Na análise de Girardello, a rede diplomático-consular italiana no Brasil erra ao não consultar advogados especialistas em diversas matérias, que poderiam contribuir para evitar erros como a exigência, no Estado de Minas Gerais, de procedimentos na área jurídica que existem em São Paulo mas nada significam para os mineiros. Percebe-se claramente a “intenção de copiar” mas sem conhecimento de causa, observa Girardello, referindo-se ao caso da “certidão de Objeto e Pé”.
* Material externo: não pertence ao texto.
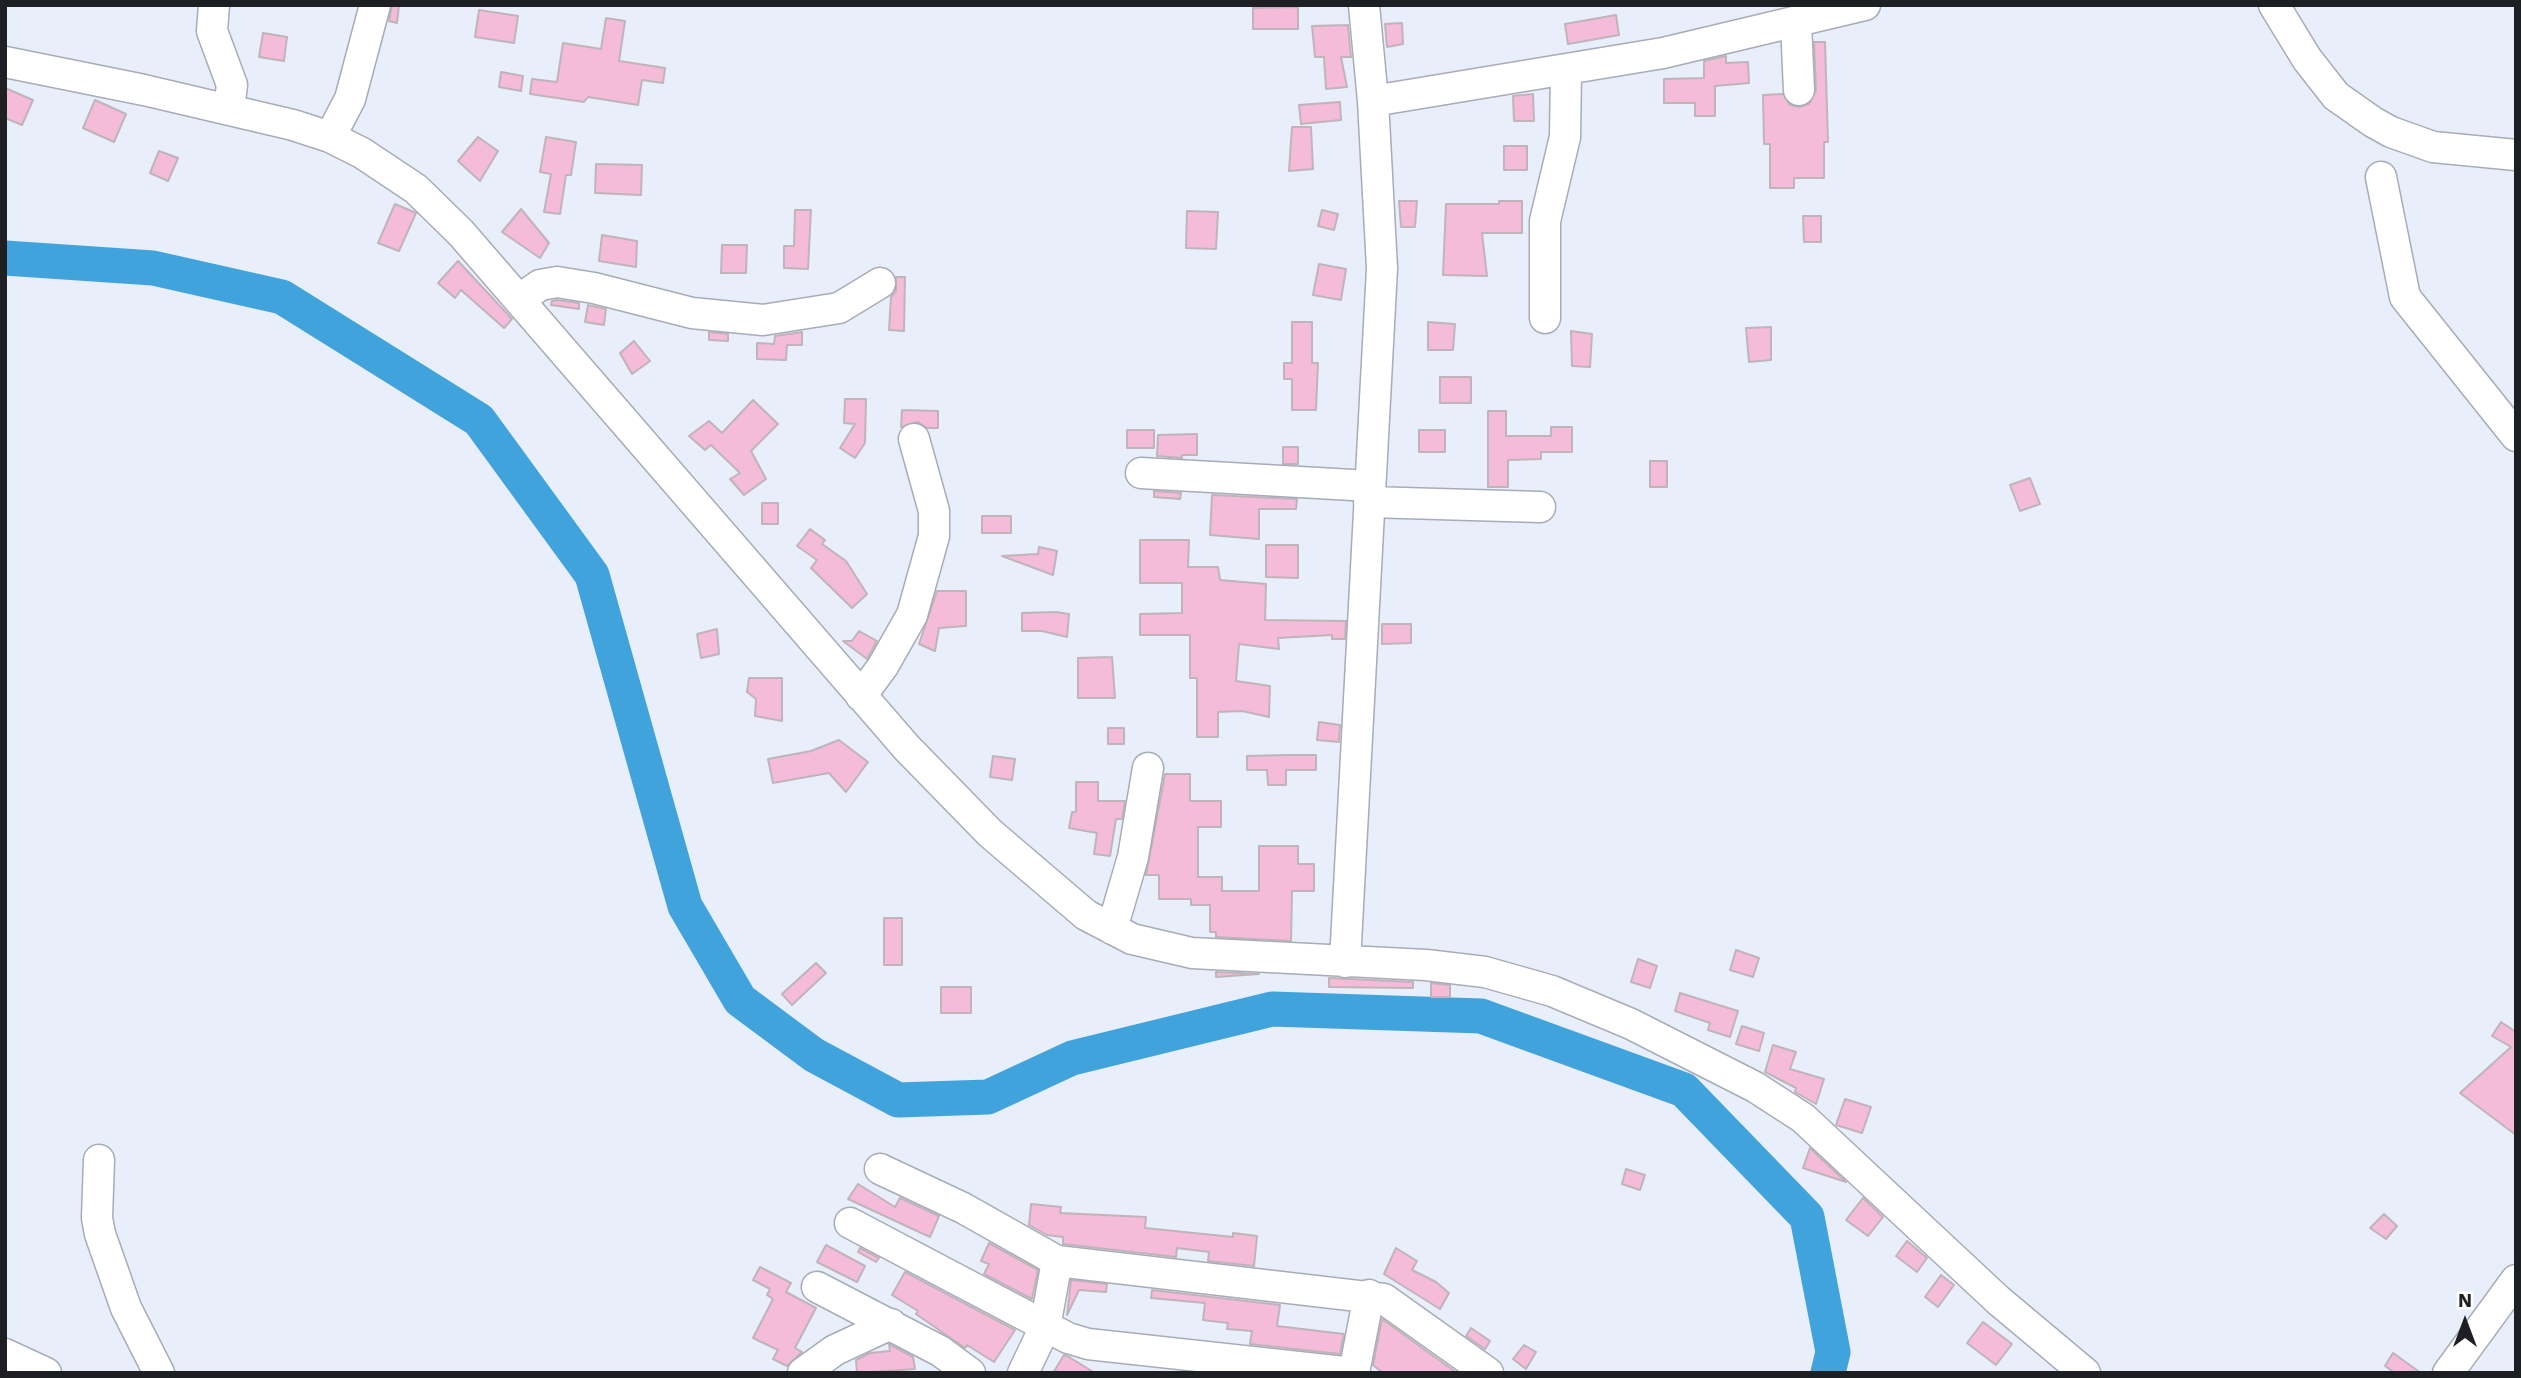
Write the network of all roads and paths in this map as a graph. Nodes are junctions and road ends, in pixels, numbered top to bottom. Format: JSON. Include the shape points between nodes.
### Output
{"nodes":[{"id":1,"x":214,"y":5,"type":"edge"},
{"id":2,"x":375,"y":5,"type":"edge"},
{"id":3,"x":1364,"y":5,"type":"edge"},
{"id":4,"x":1865,"y":5,"type":"edge"},
{"id":5,"x":2274,"y":5,"type":"edge"},
{"id":6,"x":1797,"y":24,"type":"junction"},
{"id":7,"x":5,"y":62,"type":"edge"},
{"id":8,"x":1566,"y":71,"type":"junction"},
{"id":9,"x":1799,"y":90,"type":"dead end"},
{"id":10,"x":1373,"y":101,"type":"junction"},
{"id":11,"x":229,"y":108,"type":"junction"},
{"id":12,"x":330,"y":136,"type":"junction"},
{"id":13,"x":2516,"y":155,"type":"edge"},
{"id":14,"x":2381,"y":177,"type":"dead end"},
{"id":15,"x":880,"y":283,"type":"dead end"},
{"id":16,"x":519,"y":300,"type":"junction"},
{"id":17,"x":1545,"y":318,"type":"dead end"},
{"id":18,"x":2516,"y":436,"type":"edge"},
{"id":19,"x":914,"y":439,"type":"dead end"},
{"id":20,"x":1141,"y":473,"type":"dead end"},
{"id":21,"x":1369,"y":494,"type":"junction"},
{"id":22,"x":1540,"y":507,"type":"dead end"},
{"id":23,"x":861,"y":696,"type":"junction"},
{"id":24,"x":1148,"y":768,"type":"dead end"},
{"id":25,"x":1112,"y":929,"type":"junction"},
{"id":26,"x":1345,"y":962,"type":"junction"},
{"id":27,"x":99,"y":1160,"type":"dead end"},
{"id":28,"x":880,"y":1169,"type":"dead end"},
{"id":29,"x":850,"y":1223,"type":"dead end"},
{"id":30,"x":1058,"y":1261,"type":"junction"},
{"id":31,"x":2516,"y":1280,"type":"edge"},
{"id":32,"x":817,"y":1287,"type":"dead end"},
{"id":33,"x":1368,"y":1295,"type":"junction"},
{"id":34,"x":891,"y":1324,"type":"junction"},
{"id":35,"x":1045,"y":1326,"type":"junction"},
{"id":36,"x":5,"y":1354,"type":"edge"},
{"id":37,"x":1359,"y":1369,"type":"edge"},
{"id":38,"x":46,"y":1373,"type":"edge"},
{"id":39,"x":159,"y":1373,"type":"edge"},
{"id":40,"x":803,"y":1373,"type":"edge"},
{"id":41,"x":970,"y":1373,"type":"edge"},
{"id":42,"x":1023,"y":1373,"type":"edge"},
{"id":43,"x":1488,"y":1373,"type":"edge"},
{"id":44,"x":2085,"y":1373,"type":"edge"},
{"id":45,"x":2448,"y":1373,"type":"edge"}],
"edges":[{"from":1,"to":11,"type":"street","via":[[212,31],[232,85]]},
{"from":2,"to":12,"type":"street","via":[[350,99]]},
{"from":3,"to":10,"type":"street"},
{"from":4,"to":6,"type":"street"},
{"from":5,"to":13,"type":"street","via":[[2336,96],[2373,122],[2433,147]]},
{"from":6,"to":8,"type":"street"},
{"from":6,"to":9,"type":"street"},
{"from":7,"to":11,"type":"street"},
{"from":8,"to":10,"type":"street"},
{"from":8,"to":17,"type":"street","via":[[1565,137],[1545,221]]},
{"from":10,"to":21,"type":"street","via":[[1382,268]]},
{"from":11,"to":12,"type":"street"},
{"from":12,"to":16,"type":"street","via":[[416,189]]},
{"from":14,"to":18,"type":"street","via":[[2406,297]]},
{"from":15,"to":16,"type":"street","via":[[839,308],[763,320],[692,313],[556,282],[540,285]]},
{"from":16,"to":23,"type":"street"},
{"from":19,"to":23,"type":"street","via":[[934,511],[929,561],[912,615]]},
{"from":20,"to":21,"type":"street"},
{"from":21,"to":22,"type":"street"},
{"from":21,"to":26,"type":"street"},
{"from":23,"to":25,"type":"street","via":[[998,841],[1066,901]]},
{"from":24,"to":25,"type":"street","via":[[1133,857]]},
{"from":25,"to":26,"type":"street","via":[[1132,939],[1192,953]]},
{"from":26,"to":44,"type":"street","via":[[1456,968],[1518,980],[1631,1024],[1764,1092],[1803,1118],[2007,1308]]},
{"from":27,"to":39,"type":"street","via":[[100,1234],[126,1308]]},
{"from":28,"to":30,"type":"street"},
{"from":29,"to":35,"type":"street"},
{"from":30,"to":33,"type":"street"},
{"from":30,"to":35,"type":"street"},
{"from":31,"to":45,"type":"street"},
{"from":32,"to":34,"type":"street"},
{"from":33,"to":37,"type":"street"},
{"from":33,"to":43,"type":"street","via":[[1395,1305]]},
{"from":34,"to":40,"type":"street","via":[[835,1350]]},
{"from":34,"to":41,"type":"street"},
{"from":35,"to":37,"type":"street","via":[[1088,1344]]},
{"from":35,"to":42,"type":"street"},
{"from":36,"to":38,"type":"street"}]}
Na entrevista de quase uma hora que concedeu à revista Insieme (o vídeo acompanha esta matéria), o advogado que é Mestre em Direito pela Universidade Federal de Minas Gerais, faz considerações sobre o comportamento consular italiano que, ao longo do tempo, foi aumentando as dificuldades para o reconhecimento da cidadania ‘iure sanguinis’, e também sobre a necessidade de solução dos “problemas estruturais” que envolvem as “filas da cidadania” em países de grande afluxo da imigração italiana de um tempo.
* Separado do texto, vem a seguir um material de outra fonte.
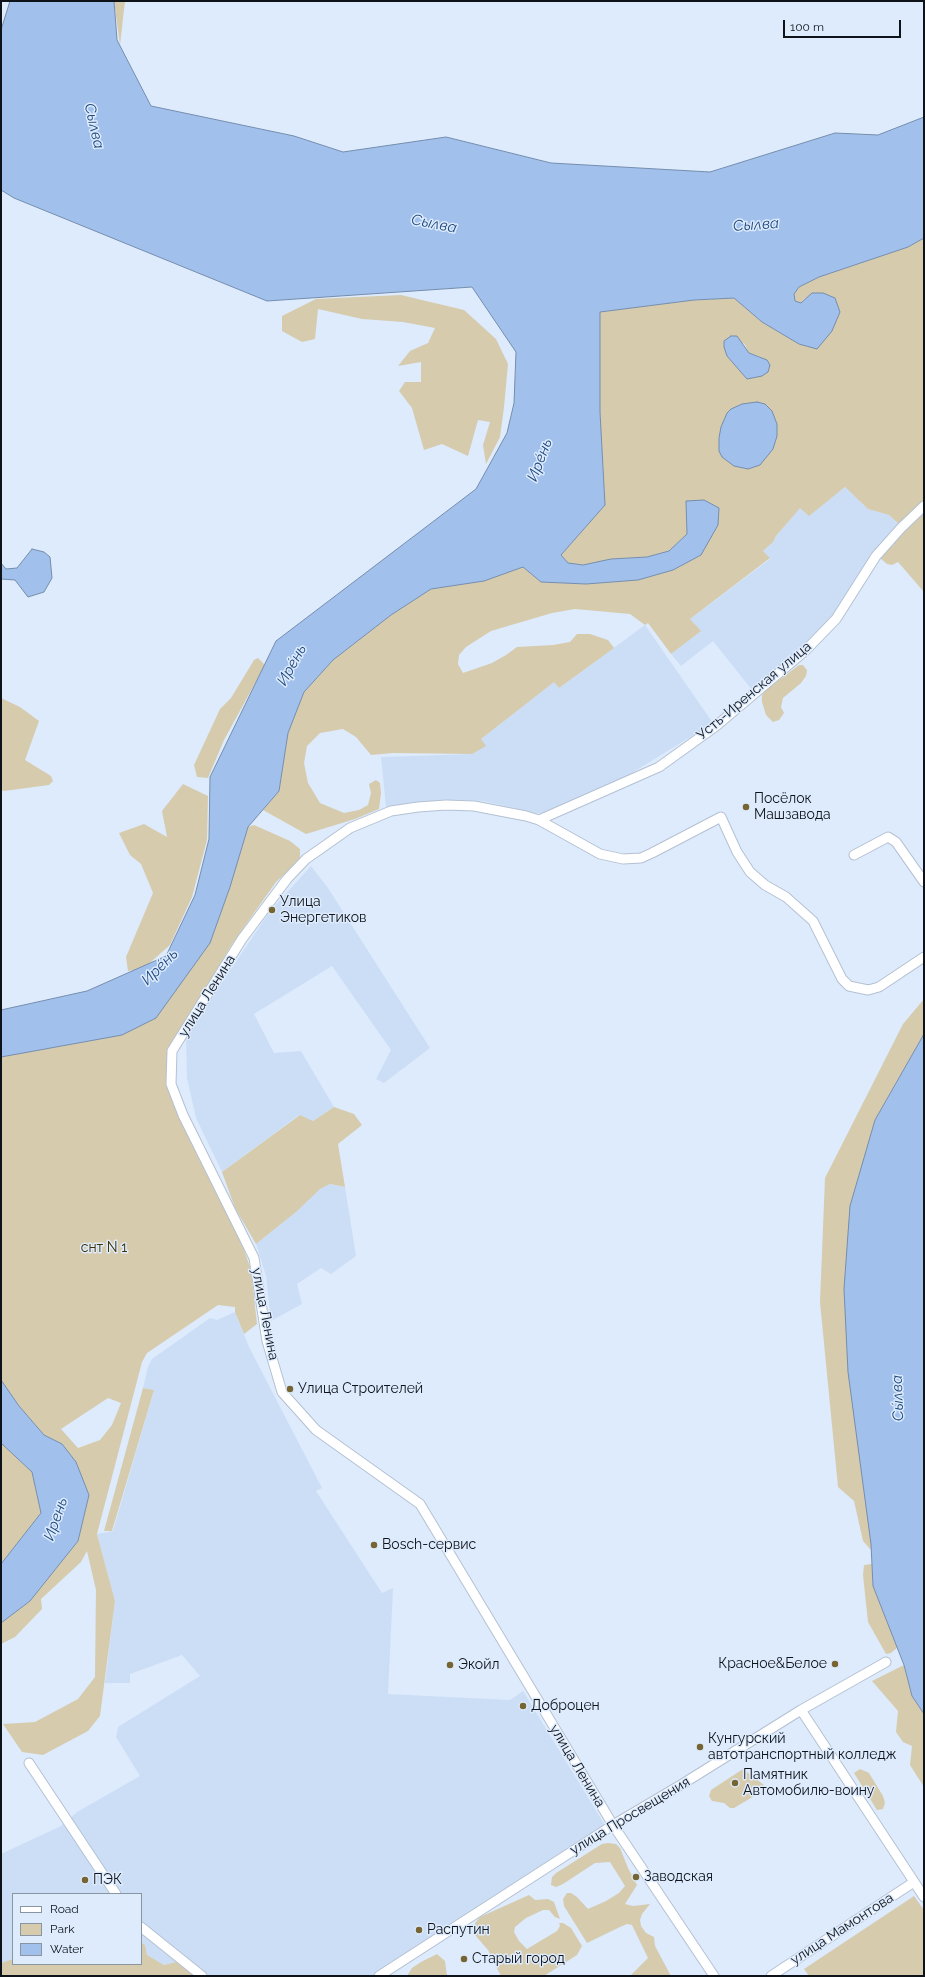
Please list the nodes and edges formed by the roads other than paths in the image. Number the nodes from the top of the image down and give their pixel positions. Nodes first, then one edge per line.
1 (924, 506) edge
2 (539, 820) junction
3 (854, 855) dead end
4 (924, 882) edge
5 (924, 957) edge
6 (886, 1662) dead end
7 (801, 1710) junction
8 (29, 1763) dead end
9 (612, 1825) junction
10 (914, 1882) junction
11 (115, 1893) edge
12 (924, 1897) edge
13 (142, 1928) edge
14 (712, 1975) edge
15 (202, 1976) edge
16 (380, 1976) edge
17 (771, 1976) edge

1 - 2 street, Усть-Иренская улица
2 - 5 street
2 - 9 street, улица Ленина
3 - 4 street
6 - 7 street, улица Просвещения
7 - 9 street, улица Просвещения
7 - 10 street
8 - 11 street
9 - 14 street, улица Ленина
9 - 16 street, улица Просвещения
10 - 12 street
10 - 17 street, улица Мамонтова
13 - 15 street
Observa que ultimamente os interessados estão preferindo a via judicial que, embora mais  célere (ela pode também ser mais barata para aqueles que já possuem certidões supridas, diante da exigência do consulado de apresentação do processo integral de reconstrução do registro, traduzido e apostilado), é ainda inacessível para muitos devido ao preço das ações. Por isso, Girardello advoga a extensão do patrocínio do Estado às custas processuais, curiosamente concedido a estrangeiros na Itália, mas negada a milhares de cidadãos italianos desde o nascimento ao redor do mundo. “Seria necessária uma alteração legislativa que incluísse [entre os que têm direito ao patrocínio gratuito] especificamente os estrangeiros de ‘cepa’ italiana residentes no exterior”.
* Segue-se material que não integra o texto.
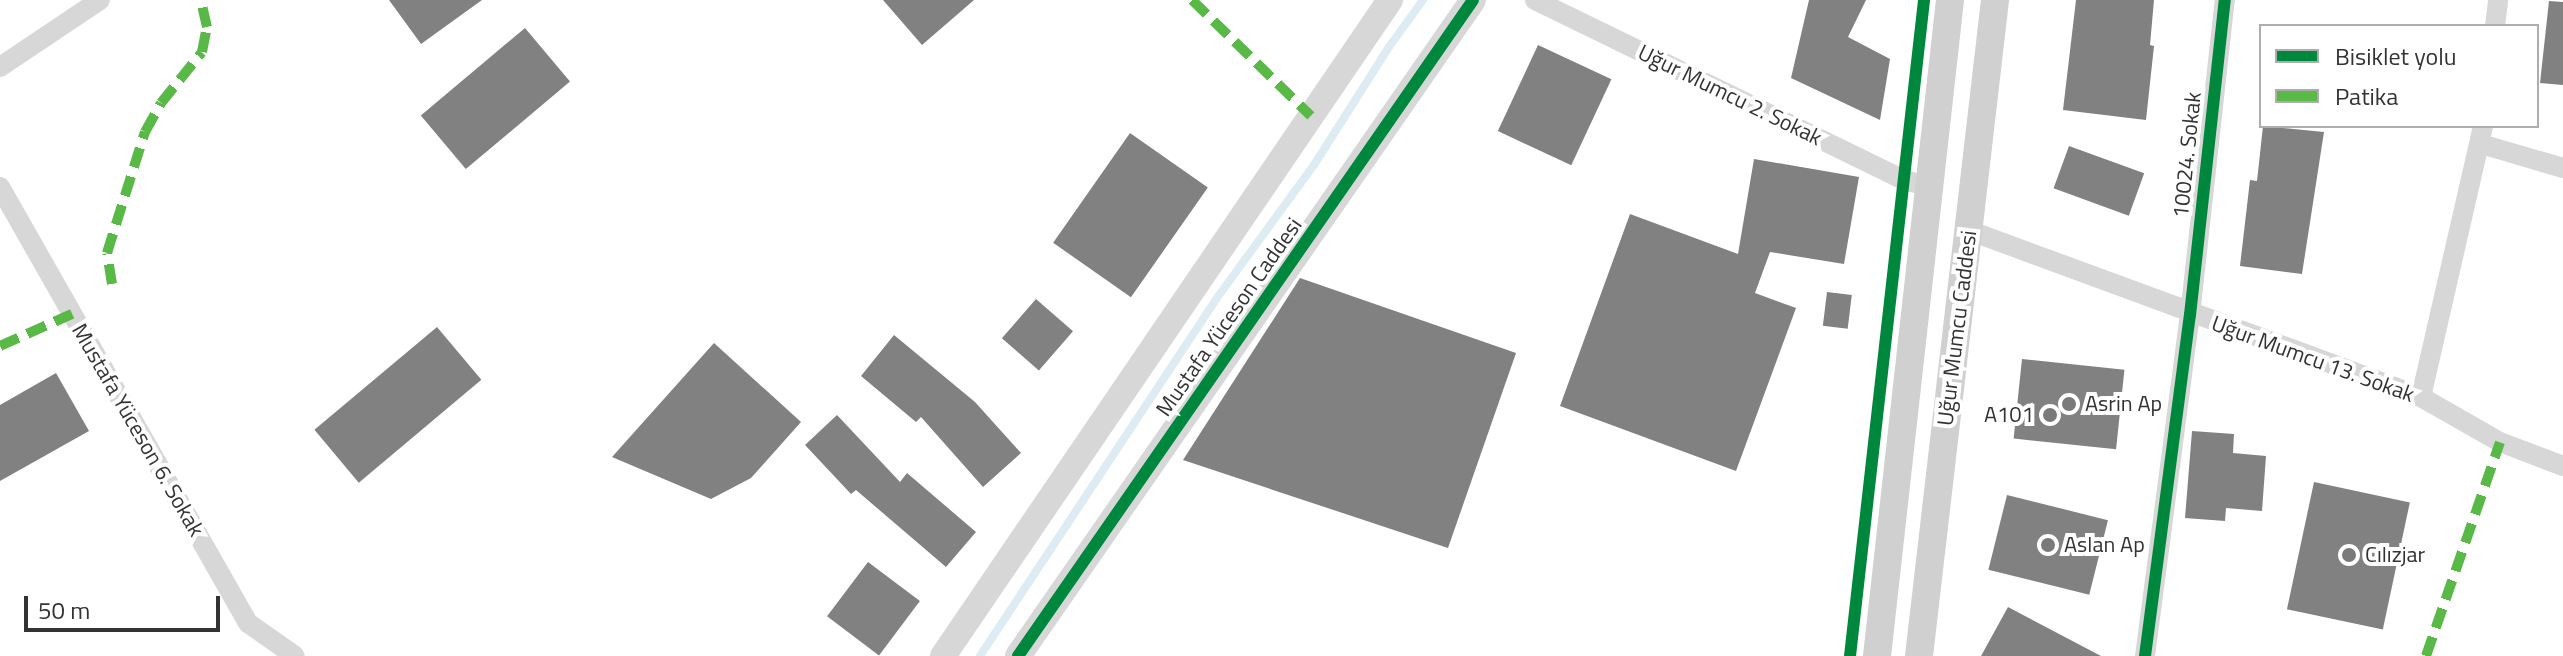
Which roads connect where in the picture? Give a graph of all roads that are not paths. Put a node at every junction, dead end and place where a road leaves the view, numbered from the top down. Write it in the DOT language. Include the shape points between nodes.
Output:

“Tudo iria mudar se fosse garantido acesso à Justiça para os descendentes” – raciocina Girardello. “As autoridades consulares e comunais poderiam ser contestadas sem altos custos por todo aquele que fosse lesado”. Aliás, para ele, “esse é o maior problema do ítalo-descendente ainda não reconhecido” e, por isso, faz um alerta aos parlamentares eleitos no exterior no sentido de tomarem iniciativa neste sentido. O advogado entende que há, sim, discriminação contra ítalo-brasileiros e ítalo-sulamericanos em geral.

Quanto à nova forma de agendamento por WhatsApp em Belo Horizonte, Girardello é cético quanto aos resultados anunciados pelo consulado. Explica já ter conversado com colegas italianos sobre o tema e que, segundo a opinião deles, bastam ‘prints’ das telas de aplicativos indicando a impossibilidade de conexão com o consulado para fazer prova perante a justiça. As chamadas de WhatsApp para o consulado deverão ser realizadas para um número ainda não divulgado (“nos dias antes do dia 1º de outubro”) e apenas às sextas-feiras, no horário das 10 às 12 horas.

Segundo informa o consulado em seu comunicado, a retomada dos serviços presenciais na área de cidadania será assim: “Em um primeiro momento, serão convocados, a partir de agosto de 2021, os requerentes que já estavam agendados para o reconhecimento da cidadania ‘jure sanguinis’, cujo comparecimento fora adiado em virtude da difusão da epidemia. O Consulado providenciará o envio da nova data a cada um dos usuários por e-mail”.